== EXCERPTED RECORDS

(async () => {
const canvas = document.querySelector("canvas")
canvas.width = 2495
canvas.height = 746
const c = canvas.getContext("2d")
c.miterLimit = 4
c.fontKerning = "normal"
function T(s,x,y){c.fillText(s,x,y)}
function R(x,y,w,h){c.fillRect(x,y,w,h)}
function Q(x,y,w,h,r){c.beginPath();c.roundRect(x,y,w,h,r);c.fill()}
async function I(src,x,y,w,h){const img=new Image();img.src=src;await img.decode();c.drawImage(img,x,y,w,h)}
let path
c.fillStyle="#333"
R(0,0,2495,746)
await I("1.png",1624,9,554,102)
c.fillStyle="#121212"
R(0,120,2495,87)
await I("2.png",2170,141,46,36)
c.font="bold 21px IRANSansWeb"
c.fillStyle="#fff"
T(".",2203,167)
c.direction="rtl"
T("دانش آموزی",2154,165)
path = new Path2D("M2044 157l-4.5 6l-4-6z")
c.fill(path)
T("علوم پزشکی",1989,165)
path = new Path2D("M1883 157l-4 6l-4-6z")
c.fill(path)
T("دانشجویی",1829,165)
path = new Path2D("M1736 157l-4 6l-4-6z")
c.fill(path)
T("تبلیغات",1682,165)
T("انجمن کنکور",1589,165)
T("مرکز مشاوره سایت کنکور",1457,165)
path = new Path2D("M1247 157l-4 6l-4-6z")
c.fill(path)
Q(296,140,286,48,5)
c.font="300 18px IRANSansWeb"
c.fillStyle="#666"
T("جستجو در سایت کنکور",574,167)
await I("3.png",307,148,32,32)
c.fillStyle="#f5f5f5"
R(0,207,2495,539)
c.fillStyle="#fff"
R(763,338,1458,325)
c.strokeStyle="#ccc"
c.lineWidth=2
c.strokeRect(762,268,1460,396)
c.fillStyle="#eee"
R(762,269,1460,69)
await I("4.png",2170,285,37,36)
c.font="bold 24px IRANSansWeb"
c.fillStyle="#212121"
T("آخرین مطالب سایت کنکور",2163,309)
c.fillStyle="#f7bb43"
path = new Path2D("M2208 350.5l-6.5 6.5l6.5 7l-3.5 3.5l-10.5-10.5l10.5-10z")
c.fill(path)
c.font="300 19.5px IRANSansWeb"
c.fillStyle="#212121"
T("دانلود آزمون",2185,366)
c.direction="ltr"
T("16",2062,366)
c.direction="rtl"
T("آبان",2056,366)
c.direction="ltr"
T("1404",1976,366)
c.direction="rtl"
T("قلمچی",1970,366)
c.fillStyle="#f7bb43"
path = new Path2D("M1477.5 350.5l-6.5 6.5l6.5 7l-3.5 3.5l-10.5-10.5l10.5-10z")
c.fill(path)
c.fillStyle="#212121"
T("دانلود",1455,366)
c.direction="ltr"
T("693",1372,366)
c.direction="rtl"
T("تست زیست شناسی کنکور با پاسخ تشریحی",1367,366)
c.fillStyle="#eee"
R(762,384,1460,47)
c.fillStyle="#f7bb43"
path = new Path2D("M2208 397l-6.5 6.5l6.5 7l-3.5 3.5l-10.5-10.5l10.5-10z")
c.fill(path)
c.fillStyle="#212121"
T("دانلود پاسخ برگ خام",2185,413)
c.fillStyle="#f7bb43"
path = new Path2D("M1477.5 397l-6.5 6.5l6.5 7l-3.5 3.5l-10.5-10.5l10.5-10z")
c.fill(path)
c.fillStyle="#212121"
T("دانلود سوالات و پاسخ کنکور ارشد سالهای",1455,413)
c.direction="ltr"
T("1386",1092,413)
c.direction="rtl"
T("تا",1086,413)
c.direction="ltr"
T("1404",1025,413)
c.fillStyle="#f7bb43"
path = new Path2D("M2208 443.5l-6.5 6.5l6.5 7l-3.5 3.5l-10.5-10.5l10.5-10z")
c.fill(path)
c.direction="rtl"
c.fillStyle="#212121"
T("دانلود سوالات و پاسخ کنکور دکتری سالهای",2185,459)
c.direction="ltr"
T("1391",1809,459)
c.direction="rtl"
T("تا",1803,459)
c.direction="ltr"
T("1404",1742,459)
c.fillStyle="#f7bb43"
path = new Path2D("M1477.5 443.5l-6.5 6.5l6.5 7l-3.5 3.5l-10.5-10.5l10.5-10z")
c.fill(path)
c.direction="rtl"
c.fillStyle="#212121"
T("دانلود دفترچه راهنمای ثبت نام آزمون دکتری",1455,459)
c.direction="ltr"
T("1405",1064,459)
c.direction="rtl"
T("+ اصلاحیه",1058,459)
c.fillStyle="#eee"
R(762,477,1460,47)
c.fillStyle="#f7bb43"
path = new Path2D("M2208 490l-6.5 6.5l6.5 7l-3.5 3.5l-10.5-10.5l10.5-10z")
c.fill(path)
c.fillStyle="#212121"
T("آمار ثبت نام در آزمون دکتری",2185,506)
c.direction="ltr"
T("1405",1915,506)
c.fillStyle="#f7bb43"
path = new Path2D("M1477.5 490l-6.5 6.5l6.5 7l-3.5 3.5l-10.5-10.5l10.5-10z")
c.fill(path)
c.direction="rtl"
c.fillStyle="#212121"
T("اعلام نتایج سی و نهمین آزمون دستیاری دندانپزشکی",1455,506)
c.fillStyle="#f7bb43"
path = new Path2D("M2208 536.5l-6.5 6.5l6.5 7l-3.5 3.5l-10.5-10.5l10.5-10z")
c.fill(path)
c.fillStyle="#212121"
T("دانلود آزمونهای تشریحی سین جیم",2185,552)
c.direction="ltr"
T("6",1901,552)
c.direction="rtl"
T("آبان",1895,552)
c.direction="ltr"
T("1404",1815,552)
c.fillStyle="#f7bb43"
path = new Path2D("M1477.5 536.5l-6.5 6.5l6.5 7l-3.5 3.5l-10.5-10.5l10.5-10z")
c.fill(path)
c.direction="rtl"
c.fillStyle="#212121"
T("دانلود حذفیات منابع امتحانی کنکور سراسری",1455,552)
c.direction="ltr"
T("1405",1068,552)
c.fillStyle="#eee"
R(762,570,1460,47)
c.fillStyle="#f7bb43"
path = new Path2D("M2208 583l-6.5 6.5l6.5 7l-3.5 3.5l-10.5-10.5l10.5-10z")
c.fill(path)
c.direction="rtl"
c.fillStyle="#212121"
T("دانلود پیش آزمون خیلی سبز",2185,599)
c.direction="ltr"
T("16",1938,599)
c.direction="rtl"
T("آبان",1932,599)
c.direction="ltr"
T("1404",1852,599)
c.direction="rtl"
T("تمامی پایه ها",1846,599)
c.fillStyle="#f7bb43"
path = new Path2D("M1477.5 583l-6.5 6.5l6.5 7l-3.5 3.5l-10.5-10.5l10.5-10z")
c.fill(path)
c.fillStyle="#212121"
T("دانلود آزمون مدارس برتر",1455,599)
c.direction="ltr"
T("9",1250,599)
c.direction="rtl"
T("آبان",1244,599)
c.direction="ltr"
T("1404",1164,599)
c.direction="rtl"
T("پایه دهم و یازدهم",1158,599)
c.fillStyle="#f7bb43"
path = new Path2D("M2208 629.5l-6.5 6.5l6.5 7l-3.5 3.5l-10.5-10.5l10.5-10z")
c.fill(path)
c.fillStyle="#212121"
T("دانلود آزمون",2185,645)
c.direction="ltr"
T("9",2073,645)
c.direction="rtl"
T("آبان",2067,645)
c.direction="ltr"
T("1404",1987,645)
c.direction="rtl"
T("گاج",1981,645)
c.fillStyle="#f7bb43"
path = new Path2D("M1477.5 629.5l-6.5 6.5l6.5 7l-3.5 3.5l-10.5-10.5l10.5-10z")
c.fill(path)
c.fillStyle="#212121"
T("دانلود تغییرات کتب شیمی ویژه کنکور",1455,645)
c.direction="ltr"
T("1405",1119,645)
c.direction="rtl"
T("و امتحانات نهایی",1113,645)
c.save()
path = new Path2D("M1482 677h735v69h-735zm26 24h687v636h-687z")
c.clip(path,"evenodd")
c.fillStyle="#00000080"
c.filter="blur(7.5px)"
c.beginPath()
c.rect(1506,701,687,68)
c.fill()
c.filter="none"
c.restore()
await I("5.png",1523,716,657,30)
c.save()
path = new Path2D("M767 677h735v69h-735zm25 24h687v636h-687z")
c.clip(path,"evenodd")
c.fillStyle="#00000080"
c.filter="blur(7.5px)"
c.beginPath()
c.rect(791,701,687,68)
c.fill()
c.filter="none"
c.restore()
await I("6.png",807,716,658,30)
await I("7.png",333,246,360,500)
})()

====

WHAT YOU SHOULD DO => Within the entries above, how many lines include the word "سوالات"? Respond with the number only.

EXERCISE SOLUTION => 2